Sticks and stones can break my bones but words can never harm me

Following on from David’s post earlier today, I am struck by the contrast between the BBC’s pursed lips at Joe Wilson’s saying the words “you lie” to the current US president when he is giving a speech and its indulgent chuckles when Muntadar al-Zaidi threw his shoes at the previous president when he was giving a speech. Mr Zaidi has claimed he was tortured in prison, so it is perhaps right that there should be a story. (I deplore the torture, if the claim is true. I do not know whether or not it is true.) But why, exactly, if the story is about the alleged torture, do we have this jolly piece: In pictures: how shoe throwing became fashionable. For most of this morning this and other shoe-throwing retrospectives held pride of place on the BBC front page, all in the tone of someone discussing the latest internet meme.

The BBC had a rather different series of pictures the other day showing reactions from various Americans to Obama’s address to Congress, but I’ve lost the link. This is what I think I remember about it: there were around six people interviewed, and all but one of them basically approved of the speech. I thought this ratio was odd, when about half of Americans oppose Obama’s proposals. About three of them remarked disapprovingly at the heckling. If anyone can give me the link we’ll see if my memory is off.

We also had Lawmaker sorry for heckling Obama, and Obama woos Congress on healthcare. The latter story included this:

At this, the Republican ranks grew restive – even mutinous. One Republican shouted out “It’s a lie!” while the president was in mid-flow.

Democrats looked thunderous – this was not the kind of polite hearing a president usually gets when he addresses both houses of congress.

In fact it does not even happen in the British House of Commons. And it may backfire on the Republican concerned.

I gather it didn’t.

The BBC’s Mark Mardell saw Representative Joe Wilson’s behaviour as part of a pattern of American political vituperativeness, discussed in this piece: Mark Mardell’s America: Unparliamentary or un-American. Mr Mardell writes:

Listening to the “tax-payers’ tea party” in Washington on the radio over the weekend, it struck me that if I were reading a transcript blind of context, I would assume I was listening to a demonstration of a growing resistance to a brutal and undemocratic regime.

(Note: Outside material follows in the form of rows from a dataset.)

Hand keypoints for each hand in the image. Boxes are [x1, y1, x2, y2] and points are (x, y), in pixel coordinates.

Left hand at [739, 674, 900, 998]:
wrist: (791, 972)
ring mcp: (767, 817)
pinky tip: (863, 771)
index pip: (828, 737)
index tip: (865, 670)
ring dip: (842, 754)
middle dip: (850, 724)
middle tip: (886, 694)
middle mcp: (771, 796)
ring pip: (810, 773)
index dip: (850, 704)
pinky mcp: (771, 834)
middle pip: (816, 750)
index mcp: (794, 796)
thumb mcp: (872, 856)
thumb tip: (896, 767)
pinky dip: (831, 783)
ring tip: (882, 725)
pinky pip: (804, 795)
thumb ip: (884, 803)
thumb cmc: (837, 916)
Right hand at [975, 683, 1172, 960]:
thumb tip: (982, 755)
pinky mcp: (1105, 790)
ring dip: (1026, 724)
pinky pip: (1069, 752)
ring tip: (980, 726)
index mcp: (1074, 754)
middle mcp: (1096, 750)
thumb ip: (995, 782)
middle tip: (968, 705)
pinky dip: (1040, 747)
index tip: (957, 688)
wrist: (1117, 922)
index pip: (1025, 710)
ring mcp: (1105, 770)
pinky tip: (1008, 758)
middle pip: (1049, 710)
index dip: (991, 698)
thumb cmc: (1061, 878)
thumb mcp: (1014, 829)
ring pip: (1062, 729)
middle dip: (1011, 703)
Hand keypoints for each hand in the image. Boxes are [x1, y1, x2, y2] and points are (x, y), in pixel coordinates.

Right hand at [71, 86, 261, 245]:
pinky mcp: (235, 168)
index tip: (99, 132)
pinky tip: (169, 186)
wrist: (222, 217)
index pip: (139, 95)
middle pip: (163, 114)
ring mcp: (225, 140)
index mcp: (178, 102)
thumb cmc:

Indeed, in the four or five speeches I heard on the radio, details of tax rises and healthcare were hardly mentioned: the theme was “recapturing America” from “tyranny” and regaining “freedom”. It sounded as though they were protesting against a coup, probably a violent one, rather than the natural consequence of losing an election less than a year ago.

But I am too new to this place to know if the debate is getting harsher, more strident, even uglier, or whether this is just the vigorous terms of debate that are normal. I’d like to know what you think. But it is why many see Congress as the last refuge of grown-up debate, and want to keep it that way.

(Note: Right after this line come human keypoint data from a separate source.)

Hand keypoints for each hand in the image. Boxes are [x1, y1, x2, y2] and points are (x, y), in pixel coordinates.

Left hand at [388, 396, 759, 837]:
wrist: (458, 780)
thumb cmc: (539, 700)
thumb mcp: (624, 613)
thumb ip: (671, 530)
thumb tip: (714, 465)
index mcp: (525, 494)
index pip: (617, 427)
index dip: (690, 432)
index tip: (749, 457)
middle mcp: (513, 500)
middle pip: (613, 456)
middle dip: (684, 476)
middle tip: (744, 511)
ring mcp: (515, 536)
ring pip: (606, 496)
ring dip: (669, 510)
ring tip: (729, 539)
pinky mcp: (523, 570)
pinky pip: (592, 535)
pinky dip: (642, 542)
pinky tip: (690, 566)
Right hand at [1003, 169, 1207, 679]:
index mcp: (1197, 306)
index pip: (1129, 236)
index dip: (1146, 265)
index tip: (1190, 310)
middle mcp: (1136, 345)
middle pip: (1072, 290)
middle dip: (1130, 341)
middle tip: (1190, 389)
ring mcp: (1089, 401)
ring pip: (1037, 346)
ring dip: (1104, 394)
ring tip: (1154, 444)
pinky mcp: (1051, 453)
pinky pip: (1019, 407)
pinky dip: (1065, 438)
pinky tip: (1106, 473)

He might be new to America, but given the internet and all it’s hard to see how he managed to miss the one-a-minute Bush = Hitler allusions over the last eight years. Even harder to see how he missed the Bush=Hitler poster in one of the BBC’s own newsrooms, as pointed out by commenter Duhbuh. He linked to a video clip where Robin Aitken, formerly of the BBC and author of Can We Trust the BBC?, discusses that poster.

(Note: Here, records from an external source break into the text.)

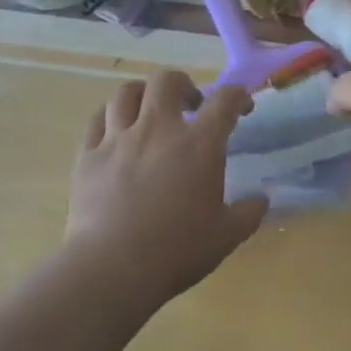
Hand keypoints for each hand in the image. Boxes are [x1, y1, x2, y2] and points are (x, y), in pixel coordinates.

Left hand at [66, 71, 264, 306]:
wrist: (112, 270)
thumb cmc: (176, 251)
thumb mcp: (226, 236)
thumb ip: (248, 213)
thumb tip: (261, 200)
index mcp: (199, 144)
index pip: (225, 99)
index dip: (238, 96)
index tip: (242, 108)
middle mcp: (159, 129)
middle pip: (167, 80)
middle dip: (182, 85)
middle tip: (190, 105)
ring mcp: (119, 139)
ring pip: (126, 93)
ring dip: (143, 95)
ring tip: (149, 112)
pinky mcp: (89, 156)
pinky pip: (96, 120)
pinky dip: (109, 118)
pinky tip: (115, 132)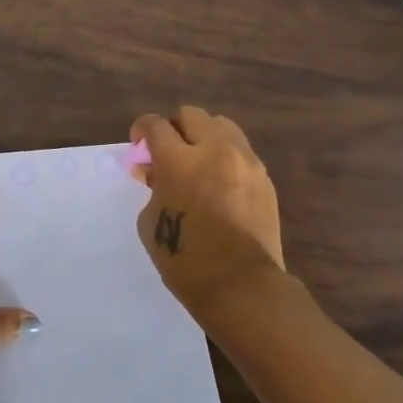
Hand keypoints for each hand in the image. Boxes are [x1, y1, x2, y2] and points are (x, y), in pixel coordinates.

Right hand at [130, 107, 287, 325]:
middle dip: (174, 127)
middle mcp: (215, 150)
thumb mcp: (151, 220)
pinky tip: (218, 181)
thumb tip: (153, 170)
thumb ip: (152, 186)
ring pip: (222, 126)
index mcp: (179, 160)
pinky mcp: (264, 178)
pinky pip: (241, 151)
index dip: (142, 128)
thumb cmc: (184, 258)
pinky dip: (225, 156)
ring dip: (203, 136)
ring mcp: (245, 162)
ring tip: (196, 161)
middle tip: (167, 150)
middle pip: (192, 115)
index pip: (156, 125)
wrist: (240, 286)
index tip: (138, 141)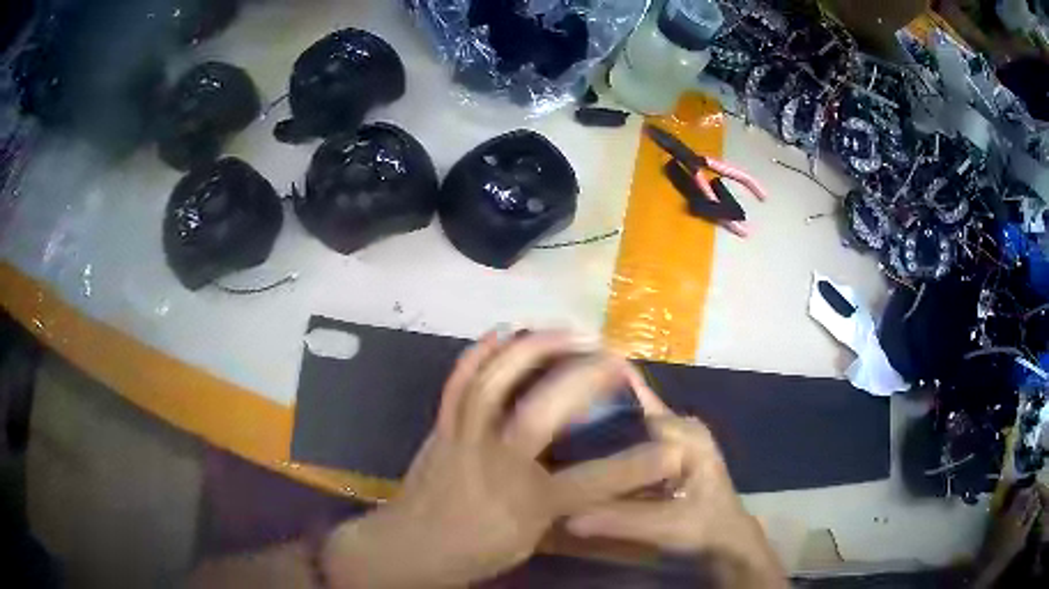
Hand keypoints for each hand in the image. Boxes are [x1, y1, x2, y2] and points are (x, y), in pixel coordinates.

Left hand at [322, 331, 680, 587]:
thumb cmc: (471, 553)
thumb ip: (561, 506)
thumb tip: (595, 481)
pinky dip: (481, 351)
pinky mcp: (443, 425)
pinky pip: (459, 381)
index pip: (593, 482)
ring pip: (496, 381)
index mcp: (523, 503)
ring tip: (570, 331)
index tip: (672, 450)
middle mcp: (495, 463)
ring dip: (535, 348)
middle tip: (615, 358)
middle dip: (584, 379)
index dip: (638, 465)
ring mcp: (464, 437)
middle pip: (540, 413)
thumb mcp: (526, 543)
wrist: (407, 546)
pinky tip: (504, 330)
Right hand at [566, 391, 786, 587]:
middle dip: (592, 408)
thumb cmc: (703, 528)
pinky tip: (580, 449)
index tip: (556, 395)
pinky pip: (634, 435)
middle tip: (546, 415)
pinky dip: (610, 439)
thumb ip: (621, 520)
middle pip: (629, 406)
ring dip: (598, 422)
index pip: (636, 403)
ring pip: (630, 419)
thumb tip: (566, 516)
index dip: (598, 396)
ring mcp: (677, 434)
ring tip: (554, 426)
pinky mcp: (670, 448)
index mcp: (685, 434)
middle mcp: (681, 425)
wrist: (726, 538)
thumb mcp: (665, 526)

For what it’s worth I too disapproved of Wilson making his outburst at that time and place. Too much unparliamentary behaviour coarsens debate. Physical attacks coarsen it rather more but so long as the victim is Bush rather than Obama do not elicit quite so much high-minded concern from the BBC. One last thing: I thought at the time that given the fairly high risk of assassination that Bush ran in speaking in Iraq, Zaidi would have had only himself to blame if he had been shot there and then. Throwing things at political leaders makes it more likely either that a thrower will end up dead – because someone thinks a shoe is a grenade and reacts too fast – or a politician will end up dead – because someone thinks a grenade is a shoe and reacts too slowly. If either happens the BBC will be the first to ask, “how could this happen?”